(Recorded data)
'''

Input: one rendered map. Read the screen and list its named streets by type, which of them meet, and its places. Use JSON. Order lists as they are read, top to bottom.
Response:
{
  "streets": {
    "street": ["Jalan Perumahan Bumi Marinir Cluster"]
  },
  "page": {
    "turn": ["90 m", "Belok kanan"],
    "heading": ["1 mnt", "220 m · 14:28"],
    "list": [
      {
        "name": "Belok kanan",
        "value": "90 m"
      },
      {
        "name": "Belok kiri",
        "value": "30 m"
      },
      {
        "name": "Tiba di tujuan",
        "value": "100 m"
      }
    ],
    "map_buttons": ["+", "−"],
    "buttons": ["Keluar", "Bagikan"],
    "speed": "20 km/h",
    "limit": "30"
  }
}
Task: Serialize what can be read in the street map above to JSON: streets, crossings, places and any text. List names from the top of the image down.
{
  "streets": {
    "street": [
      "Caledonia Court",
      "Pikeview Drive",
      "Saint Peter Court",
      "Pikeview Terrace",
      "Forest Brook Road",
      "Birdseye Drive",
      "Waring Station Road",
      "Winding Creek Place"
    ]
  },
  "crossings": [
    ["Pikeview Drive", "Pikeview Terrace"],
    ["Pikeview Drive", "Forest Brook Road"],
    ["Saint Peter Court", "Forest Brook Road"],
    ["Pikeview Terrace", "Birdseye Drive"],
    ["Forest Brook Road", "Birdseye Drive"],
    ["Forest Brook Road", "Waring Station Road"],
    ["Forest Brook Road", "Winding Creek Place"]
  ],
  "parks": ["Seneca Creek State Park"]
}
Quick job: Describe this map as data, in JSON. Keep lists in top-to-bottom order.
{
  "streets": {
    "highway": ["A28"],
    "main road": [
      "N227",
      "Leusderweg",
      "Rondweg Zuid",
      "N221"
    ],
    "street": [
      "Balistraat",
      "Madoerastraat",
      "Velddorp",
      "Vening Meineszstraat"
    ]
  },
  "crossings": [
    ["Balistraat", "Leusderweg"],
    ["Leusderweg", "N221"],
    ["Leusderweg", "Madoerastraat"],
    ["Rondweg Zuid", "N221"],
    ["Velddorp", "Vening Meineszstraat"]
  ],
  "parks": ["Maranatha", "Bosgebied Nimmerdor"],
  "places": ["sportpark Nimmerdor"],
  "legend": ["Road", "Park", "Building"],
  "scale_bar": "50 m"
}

'''

- EXERCISE DESCRIPTION -
Give back, exactly and with nothing added, the lines from the line containing "Quick job: Describe" through the final line of the records above, both of them included.

- WRITTEN REPLY -
Quick job: Describe this map as data, in JSON. Keep lists in top-to-bottom order.
{
  "streets": {
    "highway": ["A28"],
    "main road": [
      "N227",
      "Leusderweg",
      "Rondweg Zuid",
      "N221"
    ],
    "street": [
      "Balistraat",
      "Madoerastraat",
      "Velddorp",
      "Vening Meineszstraat"
    ]
  },
  "crossings": [
    ["Balistraat", "Leusderweg"],
    ["Leusderweg", "N221"],
    ["Leusderweg", "Madoerastraat"],
    ["Rondweg Zuid", "N221"],
    ["Velddorp", "Vening Meineszstraat"]
  ],
  "parks": ["Maranatha", "Bosgebied Nimmerdor"],
  "places": ["sportpark Nimmerdor"],
  "legend": ["Road", "Park", "Building"],
  "scale_bar": "50 m"
}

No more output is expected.